Records supplied section start

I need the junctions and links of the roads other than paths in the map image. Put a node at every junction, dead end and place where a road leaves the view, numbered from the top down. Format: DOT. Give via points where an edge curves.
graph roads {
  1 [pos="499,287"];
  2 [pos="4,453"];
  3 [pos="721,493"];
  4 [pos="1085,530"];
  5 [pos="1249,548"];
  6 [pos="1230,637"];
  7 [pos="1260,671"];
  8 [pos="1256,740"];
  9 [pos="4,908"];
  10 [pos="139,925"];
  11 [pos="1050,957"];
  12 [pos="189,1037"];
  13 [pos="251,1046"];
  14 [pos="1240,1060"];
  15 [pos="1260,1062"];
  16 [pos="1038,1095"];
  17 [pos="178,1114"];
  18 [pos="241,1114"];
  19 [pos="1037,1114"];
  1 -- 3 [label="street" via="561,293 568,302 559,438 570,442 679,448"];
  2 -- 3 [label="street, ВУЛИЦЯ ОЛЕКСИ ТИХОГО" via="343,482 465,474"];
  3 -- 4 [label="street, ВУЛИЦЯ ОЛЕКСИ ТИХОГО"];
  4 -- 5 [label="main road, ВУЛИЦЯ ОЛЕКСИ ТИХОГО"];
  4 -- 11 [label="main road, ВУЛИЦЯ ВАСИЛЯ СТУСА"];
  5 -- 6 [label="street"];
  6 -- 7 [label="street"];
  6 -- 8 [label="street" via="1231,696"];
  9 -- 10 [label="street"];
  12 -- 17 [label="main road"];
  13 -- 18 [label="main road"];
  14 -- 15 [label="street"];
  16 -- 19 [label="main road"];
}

Records supplied section end

Assignment » Return every entry verbatim.

Solved problem »
I need the junctions and links of the roads other than paths in the map image. Put a node at every junction, dead end and place where a road leaves the view, numbered from the top down. Format: DOT. Give via points where an edge curves.
graph roads {
  1 [pos="499,287"];
  2 [pos="4,453"];
  3 [pos="721,493"];
  4 [pos="1085,530"];
  5 [pos="1249,548"];
  6 [pos="1230,637"];
  7 [pos="1260,671"];
  8 [pos="1256,740"];
  9 [pos="4,908"];
  10 [pos="139,925"];
  11 [pos="1050,957"];
  12 [pos="189,1037"];
  13 [pos="251,1046"];
  14 [pos="1240,1060"];
  15 [pos="1260,1062"];
  16 [pos="1038,1095"];
  17 [pos="178,1114"];
  18 [pos="241,1114"];
  19 [pos="1037,1114"];
  1 -- 3 [label="street" via="561,293 568,302 559,438 570,442 679,448"];
  2 -- 3 [label="street, ВУЛИЦЯ ОЛЕКСИ ТИХОГО" via="343,482 465,474"];
  3 -- 4 [label="street, ВУЛИЦЯ ОЛЕКСИ ТИХОГО"];
  4 -- 5 [label="main road, ВУЛИЦЯ ОЛЕКСИ ТИХОГО"];
  4 -- 11 [label="main road, ВУЛИЦЯ ВАСИЛЯ СТУСА"];
  5 -- 6 [label="street"];
  6 -- 7 [label="street"];
  6 -- 8 [label="street" via="1231,696"];
  9 -- 10 [label="street"];
  12 -- 17 [label="main road"];
  13 -- 18 [label="main road"];
  14 -- 15 [label="street"];
  16 -- 19 [label="main road"];
}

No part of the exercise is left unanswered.